* [YOUR GOAL]: The lines to extract run from the first line of the material below to the line containing "index pip: (285, 227)", both included; leave the pictures behind.
= = = = =
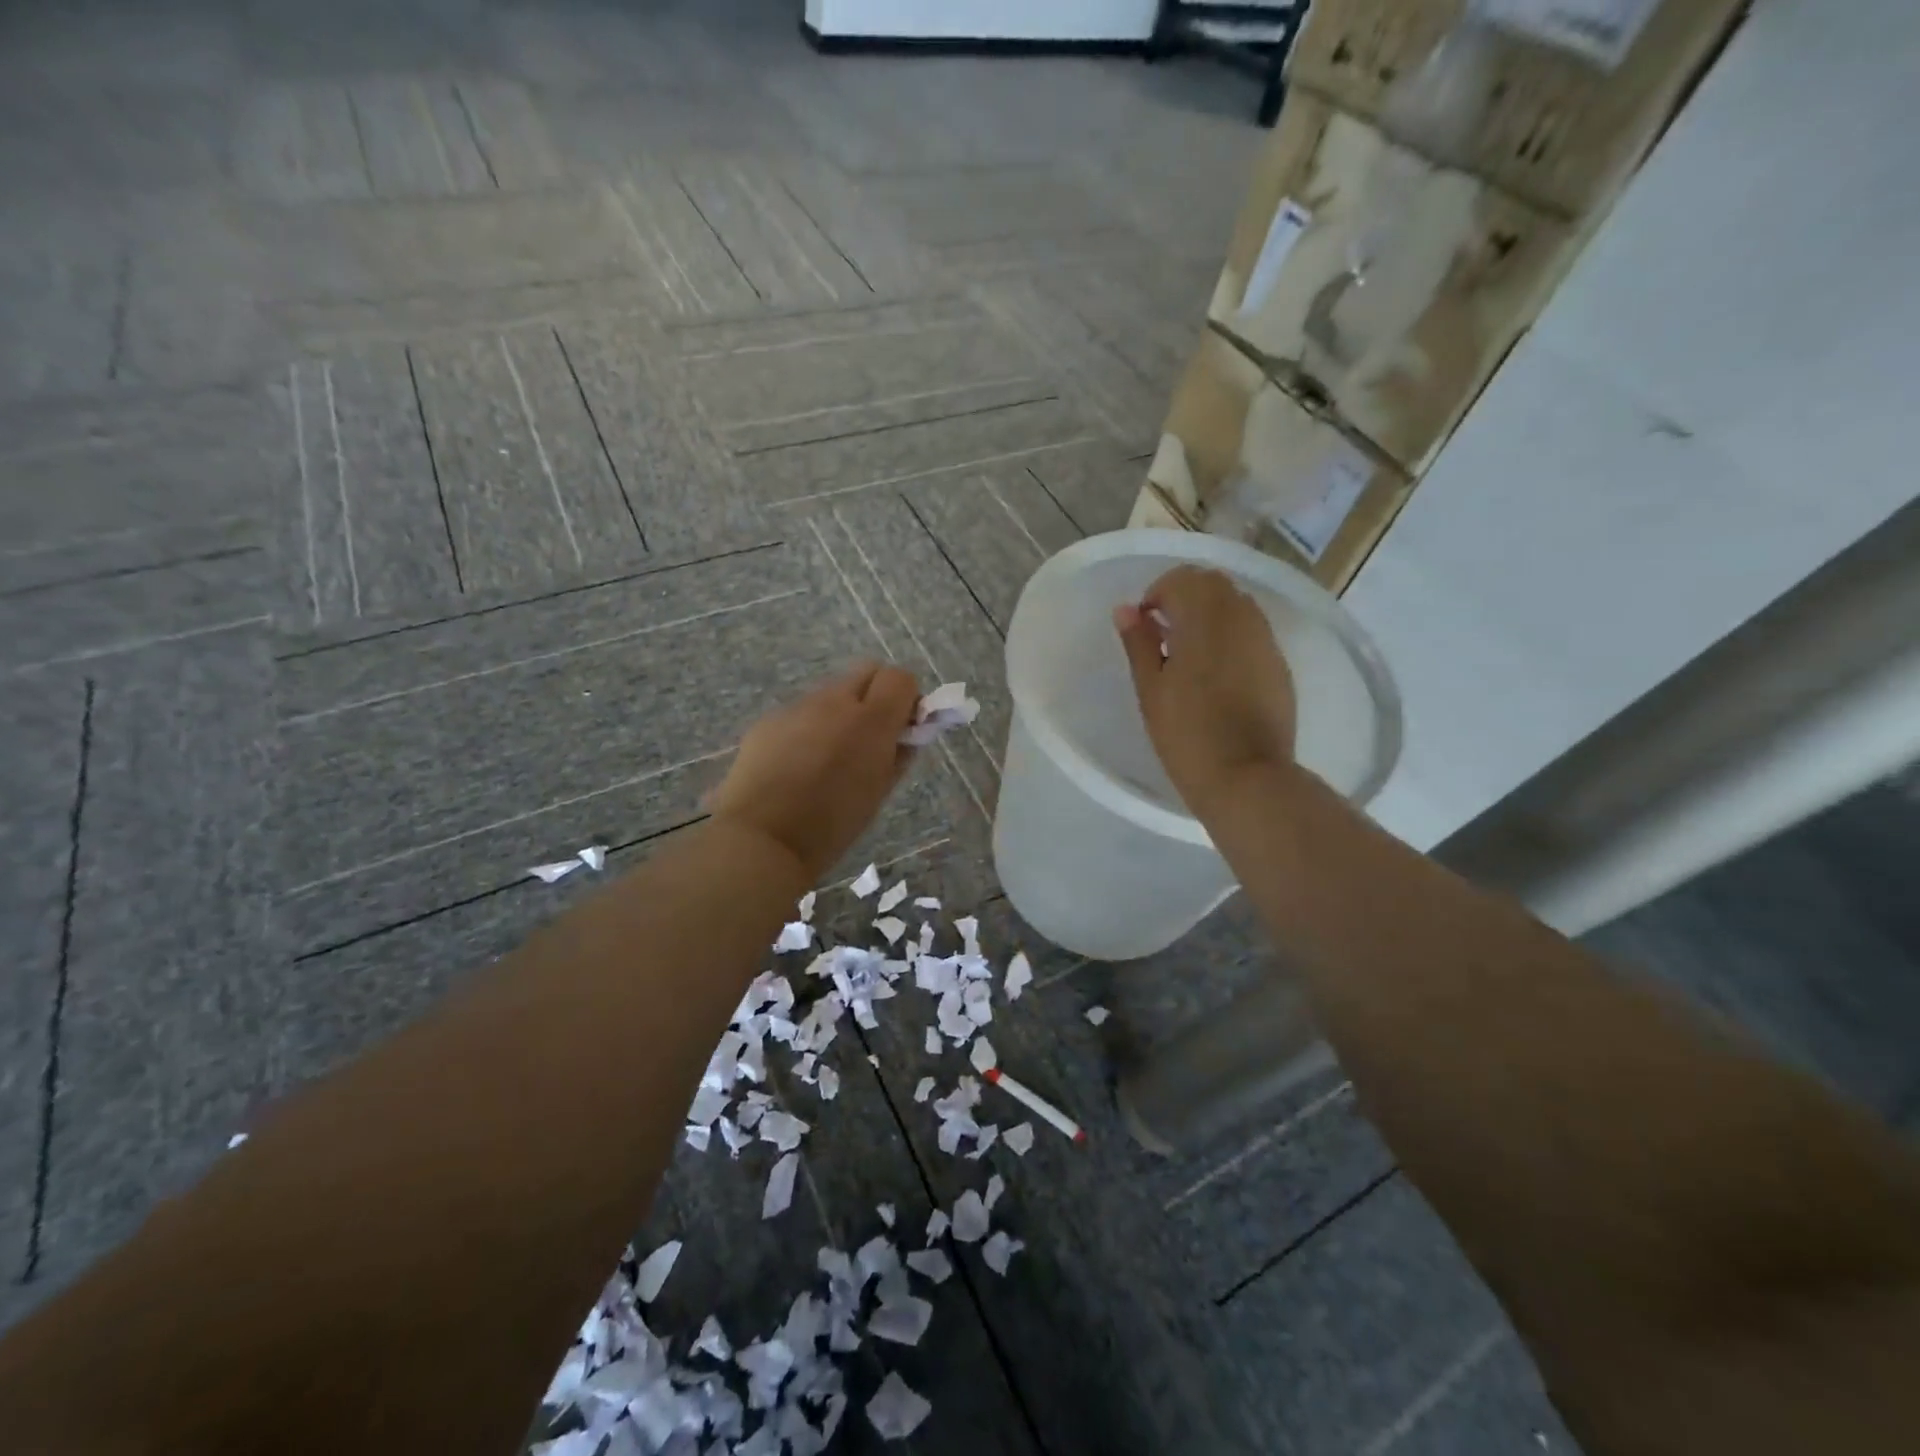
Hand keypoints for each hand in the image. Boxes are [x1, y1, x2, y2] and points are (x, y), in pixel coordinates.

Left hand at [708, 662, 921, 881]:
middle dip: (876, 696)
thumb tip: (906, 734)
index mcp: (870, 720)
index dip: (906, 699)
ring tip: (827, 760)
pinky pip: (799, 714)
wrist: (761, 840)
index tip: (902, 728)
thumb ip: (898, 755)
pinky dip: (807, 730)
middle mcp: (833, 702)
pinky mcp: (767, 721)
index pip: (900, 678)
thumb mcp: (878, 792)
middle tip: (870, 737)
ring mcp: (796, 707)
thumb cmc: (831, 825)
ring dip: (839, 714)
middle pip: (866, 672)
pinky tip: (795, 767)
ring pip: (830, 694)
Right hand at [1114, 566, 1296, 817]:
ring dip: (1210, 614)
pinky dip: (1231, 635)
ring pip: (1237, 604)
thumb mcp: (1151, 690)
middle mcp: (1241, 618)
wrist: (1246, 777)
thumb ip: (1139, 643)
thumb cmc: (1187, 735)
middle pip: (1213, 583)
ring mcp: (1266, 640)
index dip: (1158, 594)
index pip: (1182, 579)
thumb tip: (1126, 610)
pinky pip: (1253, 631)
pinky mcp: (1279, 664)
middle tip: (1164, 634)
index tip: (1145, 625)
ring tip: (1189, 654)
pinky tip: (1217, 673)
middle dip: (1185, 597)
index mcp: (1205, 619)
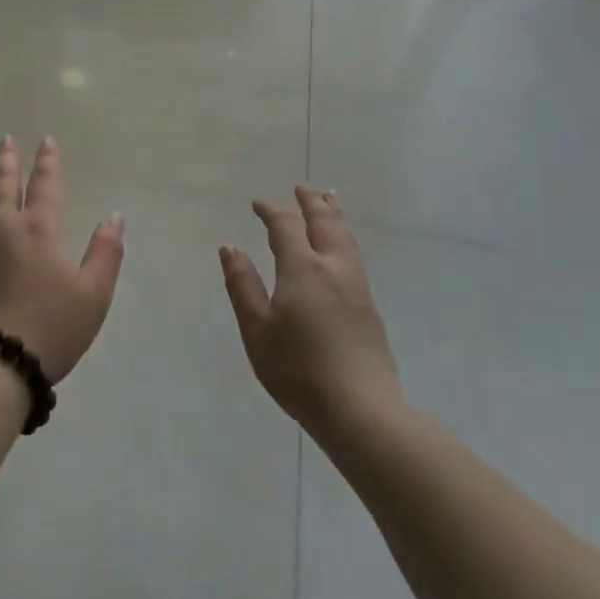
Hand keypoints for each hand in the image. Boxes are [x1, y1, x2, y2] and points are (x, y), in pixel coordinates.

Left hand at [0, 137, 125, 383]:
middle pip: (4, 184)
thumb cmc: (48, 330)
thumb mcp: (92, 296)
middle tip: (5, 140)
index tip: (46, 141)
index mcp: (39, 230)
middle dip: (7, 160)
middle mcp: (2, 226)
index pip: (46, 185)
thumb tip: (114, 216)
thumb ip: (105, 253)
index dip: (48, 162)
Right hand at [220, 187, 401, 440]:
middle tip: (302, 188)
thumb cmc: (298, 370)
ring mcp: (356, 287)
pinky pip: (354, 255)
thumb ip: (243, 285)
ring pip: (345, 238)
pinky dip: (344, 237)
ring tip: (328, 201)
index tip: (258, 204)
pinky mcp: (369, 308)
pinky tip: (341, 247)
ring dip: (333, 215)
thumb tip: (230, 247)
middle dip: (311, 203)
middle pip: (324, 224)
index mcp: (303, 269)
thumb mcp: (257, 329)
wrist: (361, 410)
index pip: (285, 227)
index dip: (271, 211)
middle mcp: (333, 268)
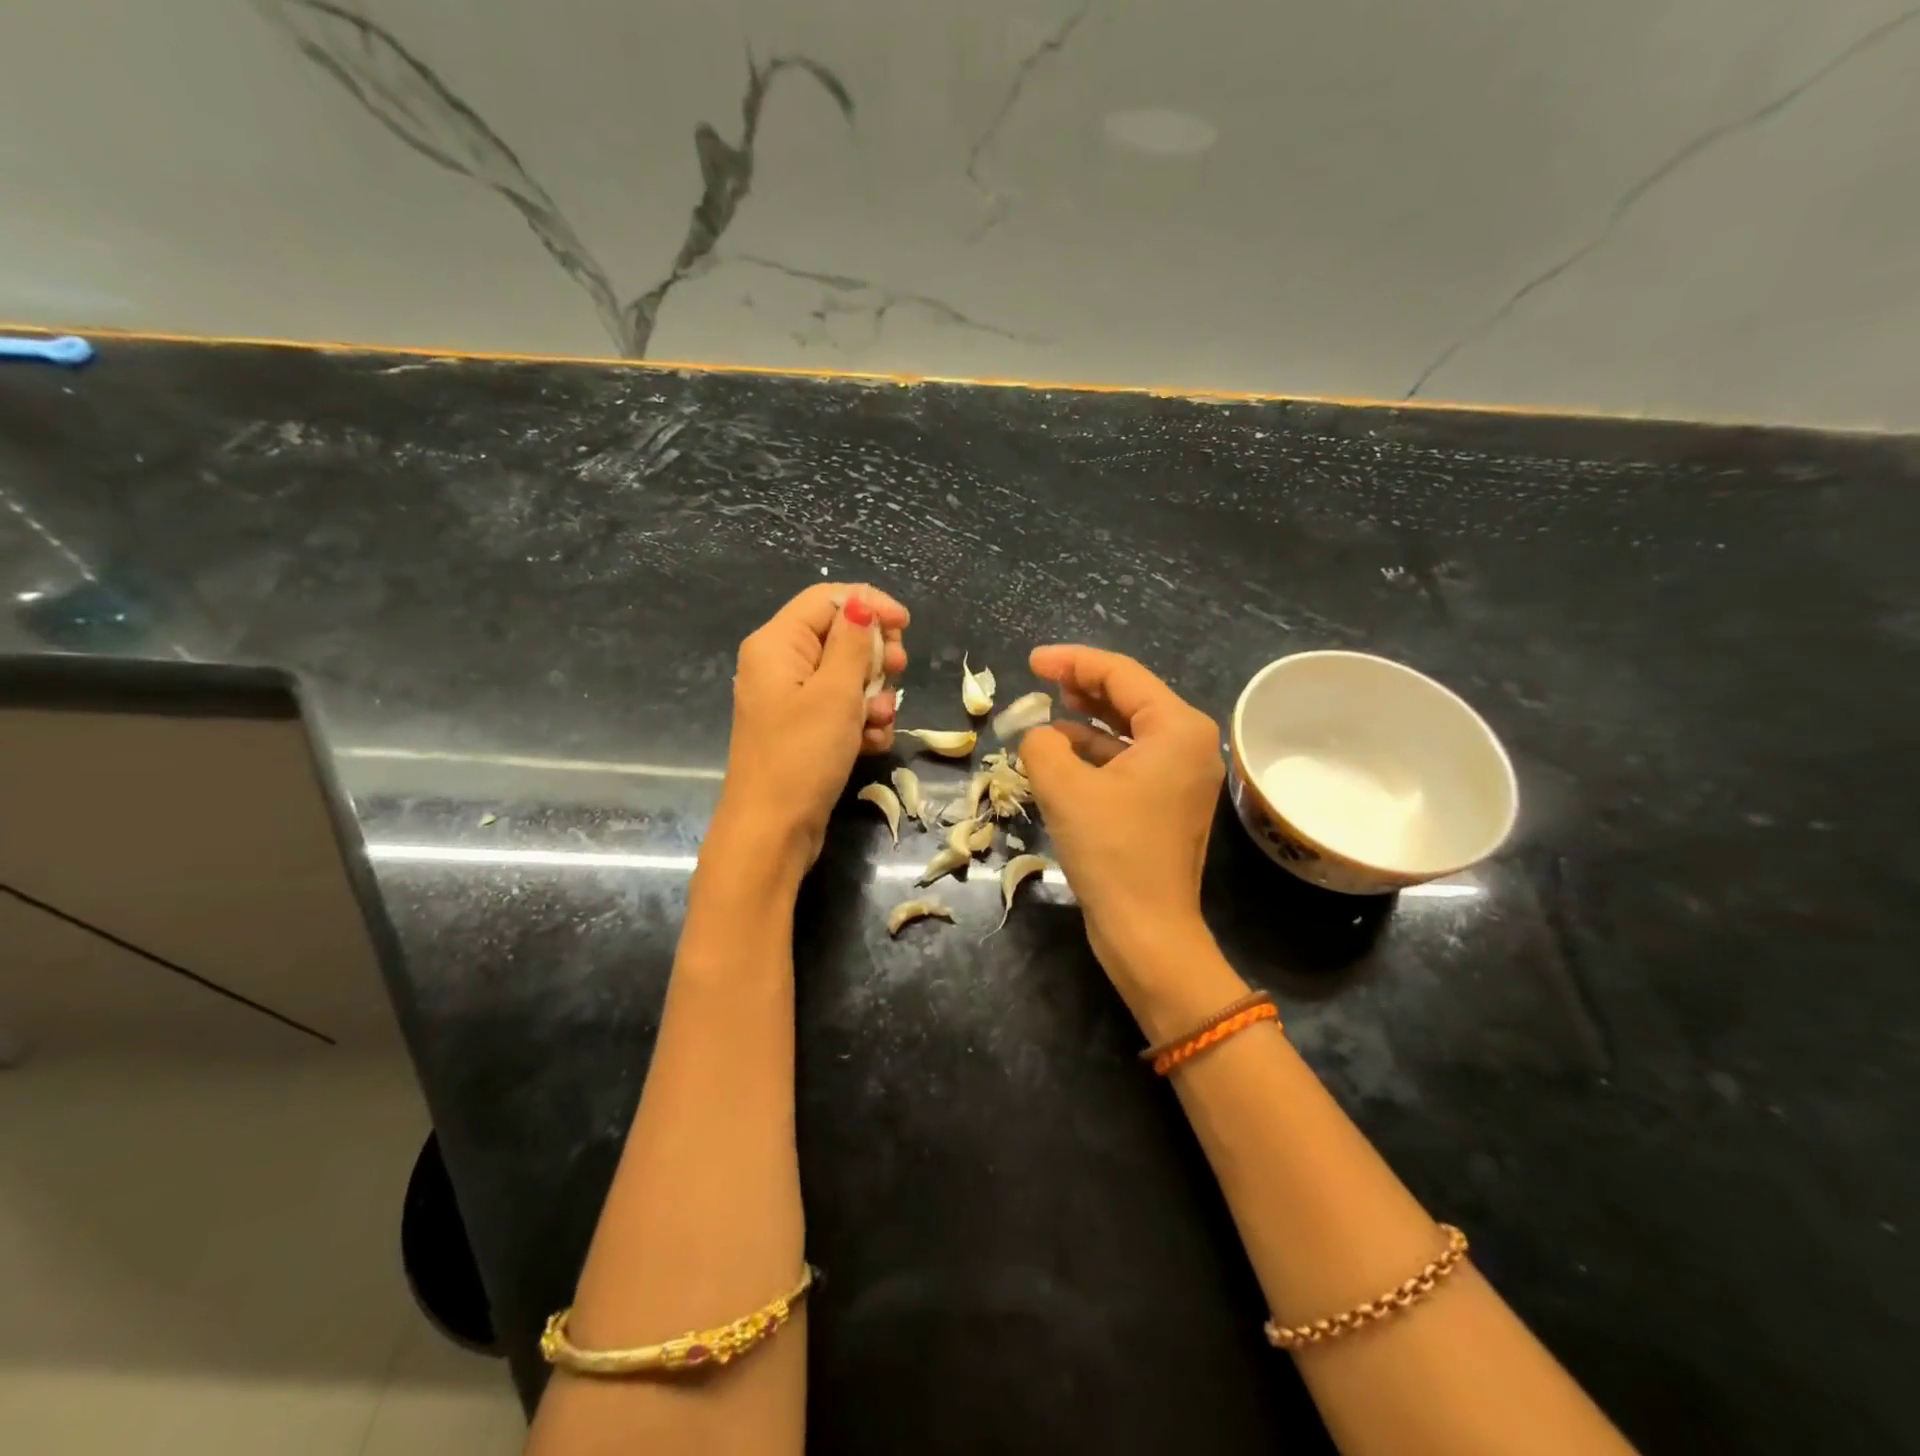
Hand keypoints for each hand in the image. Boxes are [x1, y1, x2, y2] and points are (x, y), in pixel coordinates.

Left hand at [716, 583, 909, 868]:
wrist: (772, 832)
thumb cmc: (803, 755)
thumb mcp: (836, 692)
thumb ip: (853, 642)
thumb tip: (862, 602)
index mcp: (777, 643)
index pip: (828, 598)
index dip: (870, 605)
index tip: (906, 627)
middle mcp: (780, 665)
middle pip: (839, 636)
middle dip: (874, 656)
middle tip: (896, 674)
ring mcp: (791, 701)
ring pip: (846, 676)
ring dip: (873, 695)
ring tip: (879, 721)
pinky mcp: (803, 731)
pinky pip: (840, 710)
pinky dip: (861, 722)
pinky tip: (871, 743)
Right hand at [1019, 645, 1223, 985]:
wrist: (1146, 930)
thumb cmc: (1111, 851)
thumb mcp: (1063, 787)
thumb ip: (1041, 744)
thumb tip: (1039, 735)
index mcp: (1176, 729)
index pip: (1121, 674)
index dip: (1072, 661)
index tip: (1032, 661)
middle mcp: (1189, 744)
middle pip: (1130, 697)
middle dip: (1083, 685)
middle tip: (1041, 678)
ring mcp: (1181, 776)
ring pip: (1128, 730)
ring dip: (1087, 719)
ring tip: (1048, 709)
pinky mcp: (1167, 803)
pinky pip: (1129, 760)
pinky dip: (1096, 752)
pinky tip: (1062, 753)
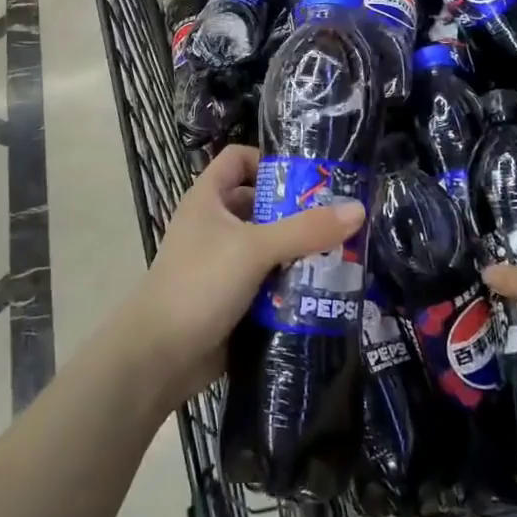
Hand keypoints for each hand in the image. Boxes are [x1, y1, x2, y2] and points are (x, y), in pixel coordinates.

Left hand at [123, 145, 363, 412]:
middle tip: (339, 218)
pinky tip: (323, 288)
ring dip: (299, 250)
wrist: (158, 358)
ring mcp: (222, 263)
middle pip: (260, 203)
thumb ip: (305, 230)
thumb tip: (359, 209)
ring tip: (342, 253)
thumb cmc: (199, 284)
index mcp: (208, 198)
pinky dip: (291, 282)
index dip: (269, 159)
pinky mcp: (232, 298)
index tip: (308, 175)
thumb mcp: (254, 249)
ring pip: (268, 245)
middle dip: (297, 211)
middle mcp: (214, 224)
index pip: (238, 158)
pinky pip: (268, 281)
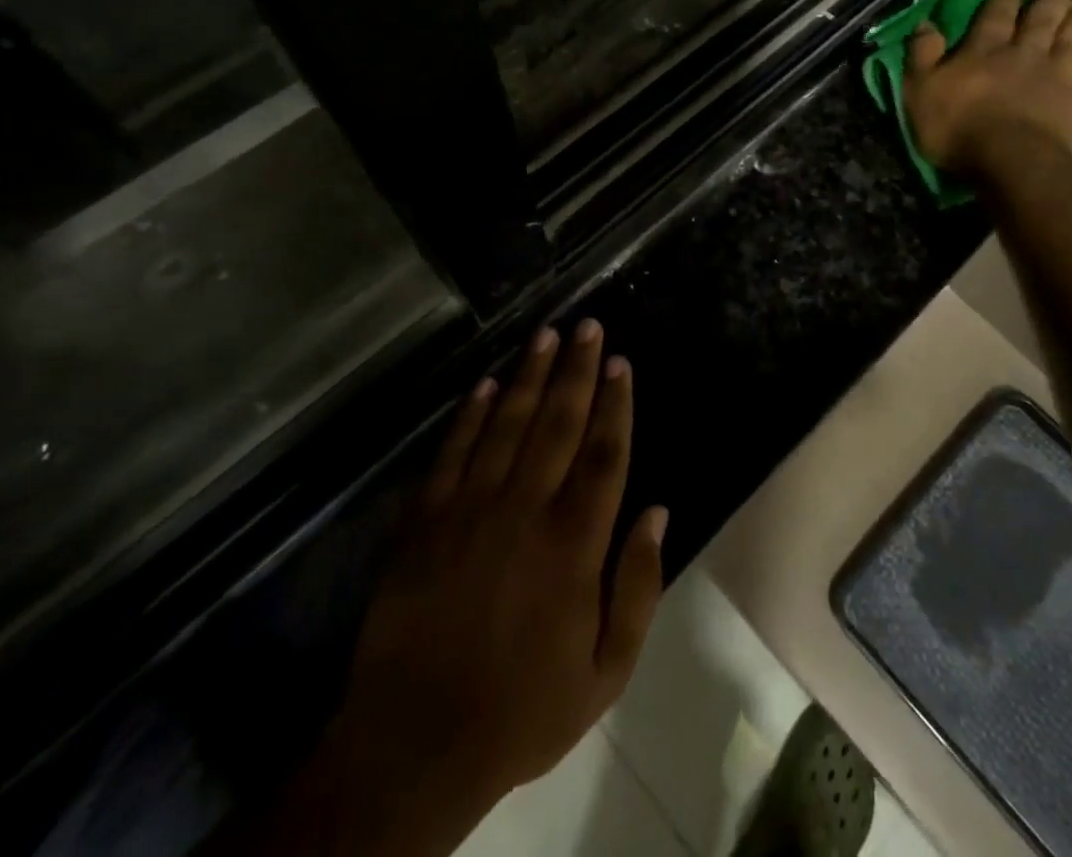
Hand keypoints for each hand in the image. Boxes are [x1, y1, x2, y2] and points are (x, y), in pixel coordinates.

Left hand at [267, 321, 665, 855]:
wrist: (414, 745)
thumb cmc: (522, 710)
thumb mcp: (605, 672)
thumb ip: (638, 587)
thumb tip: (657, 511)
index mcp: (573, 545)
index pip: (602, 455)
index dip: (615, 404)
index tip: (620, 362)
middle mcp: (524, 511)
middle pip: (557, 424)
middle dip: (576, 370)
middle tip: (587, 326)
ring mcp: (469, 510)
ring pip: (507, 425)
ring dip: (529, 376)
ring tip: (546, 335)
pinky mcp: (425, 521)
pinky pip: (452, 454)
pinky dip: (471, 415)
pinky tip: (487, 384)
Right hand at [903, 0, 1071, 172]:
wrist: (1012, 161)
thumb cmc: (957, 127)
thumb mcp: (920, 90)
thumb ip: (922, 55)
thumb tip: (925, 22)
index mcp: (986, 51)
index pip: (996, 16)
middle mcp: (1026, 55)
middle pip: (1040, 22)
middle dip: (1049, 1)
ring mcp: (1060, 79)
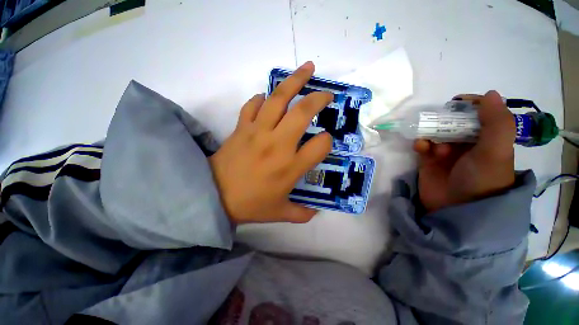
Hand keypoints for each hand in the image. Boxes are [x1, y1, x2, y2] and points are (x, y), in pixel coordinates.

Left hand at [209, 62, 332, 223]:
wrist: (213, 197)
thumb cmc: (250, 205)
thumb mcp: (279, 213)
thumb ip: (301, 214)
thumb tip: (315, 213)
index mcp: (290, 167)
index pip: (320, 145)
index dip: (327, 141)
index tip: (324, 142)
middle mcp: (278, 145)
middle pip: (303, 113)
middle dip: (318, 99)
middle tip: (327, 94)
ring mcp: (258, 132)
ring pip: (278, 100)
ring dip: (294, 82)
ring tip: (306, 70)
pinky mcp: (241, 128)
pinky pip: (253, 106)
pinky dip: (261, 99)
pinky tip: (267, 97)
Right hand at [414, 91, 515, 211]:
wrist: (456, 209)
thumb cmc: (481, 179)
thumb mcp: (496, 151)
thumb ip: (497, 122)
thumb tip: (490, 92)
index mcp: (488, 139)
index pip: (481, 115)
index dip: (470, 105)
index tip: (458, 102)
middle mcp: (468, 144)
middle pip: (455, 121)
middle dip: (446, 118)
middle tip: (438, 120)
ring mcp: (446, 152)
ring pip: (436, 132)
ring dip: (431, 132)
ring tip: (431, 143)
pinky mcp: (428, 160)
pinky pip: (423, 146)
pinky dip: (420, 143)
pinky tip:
= = = = =
* [RESULT]:
Hand keypoints for each hand in the image. Boxes are [x1, y1, x2, y2] and points are (x, y), in pixel coordinates.

Left hand at [708, 662, 921, 881]:
middle dip: (876, 696)
thumb tip: (906, 734)
index mcp: (870, 720)
index dip: (906, 699)
ring tip: (827, 760)
pinky pip: (799, 714)
wrist: (761, 840)
index tip: (902, 728)
thumb ip: (898, 755)
pinky dip: (807, 730)
middle mcp: (833, 702)
pinky mcp: (767, 721)
index pip: (900, 678)
thumb mcp: (878, 792)
middle tip: (870, 737)
ring mcp: (796, 707)
thumb cmc: (831, 825)
ring dip: (839, 714)
middle pip: (866, 672)
pinky tip: (795, 767)
ring pip: (830, 694)
Right hand at [1114, 566, 1296, 817]:
ring dip: (1210, 614)
pinky dip: (1231, 635)
ring pip: (1237, 604)
thumb mcp: (1151, 690)
middle mcp: (1241, 618)
wrist: (1246, 777)
thumb ip: (1139, 643)
thumb cmc: (1187, 735)
middle pip: (1213, 583)
ring mcp: (1266, 640)
index dip: (1158, 594)
index pip: (1182, 579)
thumb tip: (1126, 610)
pinky pip: (1253, 631)
pinky mcp: (1279, 664)
middle tip: (1164, 634)
index tip: (1145, 625)
ring tip: (1189, 654)
pinky tip: (1217, 673)
middle dip: (1185, 597)
index mcp: (1205, 619)
Hand keypoints for each hand in the image. Boxes are [x1, y1, x2, y2] and points are (x, y), in pixel coordinates.

Left hand at [0, 137, 125, 383]:
middle pip: (4, 184)
thumb cmc: (48, 330)
thumb mcp: (92, 296)
middle tip: (5, 140)
index tip: (46, 141)
index mcp: (39, 230)
middle dip: (7, 160)
middle mcp: (2, 226)
index pip: (46, 185)
thumb tip: (114, 216)
thumb ip: (105, 253)
index dip: (48, 162)
Right hand at [220, 187, 401, 440]:
middle tip: (302, 188)
thumb cmc: (298, 370)
ring mcp: (356, 287)
pinky pip: (354, 255)
thumb ip: (243, 285)
ring pip: (345, 238)
pinky dip: (344, 237)
ring tip: (328, 201)
index tip: (258, 204)
pinky mcp: (369, 308)
pinky tip: (341, 247)
ring dip: (333, 215)
thumb tip: (230, 247)
middle dip: (311, 203)
middle pip: (324, 224)
index mcp: (303, 269)
thumb mcp: (257, 329)
wrist: (361, 410)
index pip: (285, 227)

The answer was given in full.